As cidades do oriente eram mais numerosas e preservavam sua vitalidade comercial em
extensão maior que as do ocidente, refletindo, de certa forma, a diferença existente entre as classes
de proprietários que existiam em cada região. De certa forma, essas diferenças contribuíram para o
fato do Oriente não ter guerras civis, enquanto o Ocidente passava por repetidas lutas internas. Estes
levantes combinavam rebeliões contra a escravidão e o colonato.
Ao tratar do cenário germânico o autor expõe que as tribos germânicas possuíam um modo
de produção comunal, desconhecendo a propriedade privada. Com o comércio com os romanos
surgiu uma influência que promoveu disputas entre as tribos e acelerou diferenciações sociais e
níveis mais elevados de organização militar e política. Nesse contexto, vários guerreiros germânicos
se voluntariaram para compor os regimentos romanos.
Sobre as invasões, Perry informa que elas assolaram o Império Ocidental se desdobrando em
duas fases sucessivas, fragmentando a unidade econômica, política e militar da região. As invasões
não se limitaram às regiões diretamente contíguas às suas regiões originais. A principal questão das
comunidades invasoras era a da disposição econômica das terras, afetando pouco a estrutura da
sociedade romana.
A comunidade romana manteve o seu aparelho administrativo e sistema jurídico. Com isso,
dois códigos jurídicos subsistiam, aplicados a cada respectiva população. Além disso, a religião
cristã consagrou o abandono do mundo subjetivo do clã, adotando o arianismo. Com relação à
escravidão, ela foi preservada junto com outras instituições rurais, incluindo o colonato.
A segunda onda de invasões germânicas diferiu da primeira, de vida curta, em seu caráter,
pois determinou o mapa do feudalismo ocidental. A sedimentação cultural da segunda onda de
conquistas foi mais profunda e duradoura que a primeira, pois dispunham de volume e de espaço
para construir formas sociais mais complexas e duradouras no Ocidente.
A mudança da grande propriedade agrária foi, provavelmente, maior na segunda onda de
invasões. Contribuiu para isso o colapso do governo romano, que minou a estabilidade do
instrumento básico de colonização rural latina. Contudo, não é possível estimar a proporção da
combinação de propriedades nobres germânicas, de arrendamentos dependentes, de pequenas
propriedades camponesas, de terras comunais e da escravidão rural.
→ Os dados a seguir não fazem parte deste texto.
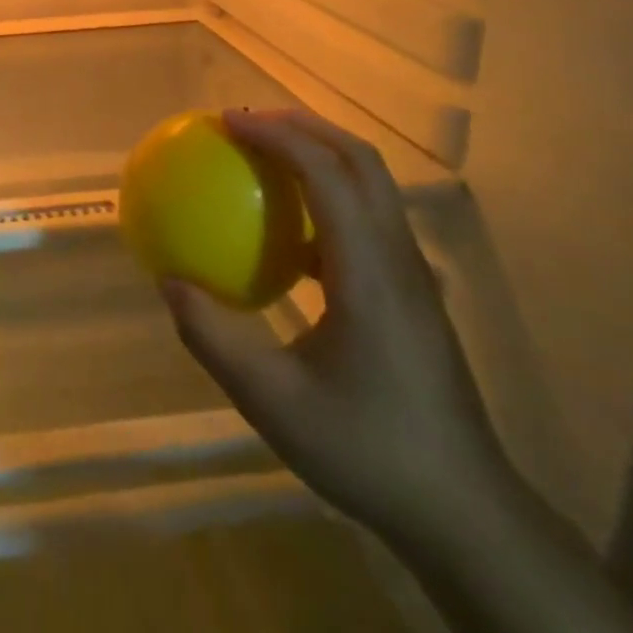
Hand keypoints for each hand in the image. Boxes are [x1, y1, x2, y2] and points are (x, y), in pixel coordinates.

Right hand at [161, 108, 511, 544]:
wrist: (463, 511)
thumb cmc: (367, 450)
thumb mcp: (271, 401)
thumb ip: (212, 336)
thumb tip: (169, 281)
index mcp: (368, 271)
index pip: (327, 173)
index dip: (276, 135)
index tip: (226, 121)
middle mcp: (398, 258)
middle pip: (360, 161)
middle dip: (304, 125)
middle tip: (246, 122)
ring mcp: (412, 275)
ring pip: (371, 186)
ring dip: (319, 154)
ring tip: (265, 155)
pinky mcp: (411, 294)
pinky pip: (367, 219)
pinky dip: (326, 196)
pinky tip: (288, 231)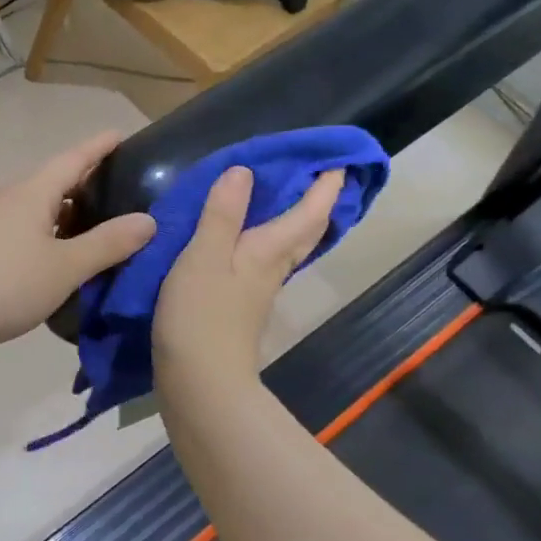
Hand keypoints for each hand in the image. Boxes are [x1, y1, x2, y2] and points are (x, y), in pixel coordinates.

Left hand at [0, 131, 155, 355]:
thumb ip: (108, 243)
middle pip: (52, 180)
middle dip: (83, 181)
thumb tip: (148, 220)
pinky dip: (46, 230)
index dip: (99, 147)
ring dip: (64, 210)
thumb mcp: (66, 267)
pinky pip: (21, 226)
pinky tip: (55, 252)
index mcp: (31, 192)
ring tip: (93, 223)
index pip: (73, 158)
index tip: (120, 134)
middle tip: (117, 186)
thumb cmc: (7, 285)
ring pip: (35, 206)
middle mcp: (8, 197)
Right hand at [152, 165, 344, 386]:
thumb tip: (244, 171)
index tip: (340, 159)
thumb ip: (222, 214)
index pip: (310, 211)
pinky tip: (249, 239)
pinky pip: (266, 261)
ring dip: (297, 220)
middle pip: (307, 231)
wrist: (200, 382)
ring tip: (288, 197)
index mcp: (268, 250)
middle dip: (319, 202)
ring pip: (289, 247)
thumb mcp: (203, 256)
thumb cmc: (200, 315)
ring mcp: (259, 289)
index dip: (327, 185)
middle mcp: (272, 267)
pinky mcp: (242, 306)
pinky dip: (268, 240)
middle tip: (321, 175)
Politicamente, a segunda onda de invasão marcou o fim das leis e administrações dualistas,
desmoralizando o legado jurídico romano. O abandono das tradições da Antiguidade clássica levou
a uma regressão do nível de desempenho dos Estados. Como exemplo, a cunhagem de moedas de
ouro desapareceu, como consequência das deficiências de comércio endêmicas com o Leste
bizantino e também das conquistas árabes.
Por fim, a colisão e dissolução dos dois modos primitivo e antigo de produção produziu a
ordem feudal que se disseminou por toda a Europa medieval, O feudalismo foi a síntese histórica do
que ocorreu no período de domínio greco-romano, sendo o resultado específico, na Europa
Ocidental, de uma fusão dos legados romano e germânico, após séculos de pacífica absorção pelos
povos germânicos. O mundo romano foi gradualmente conquistado.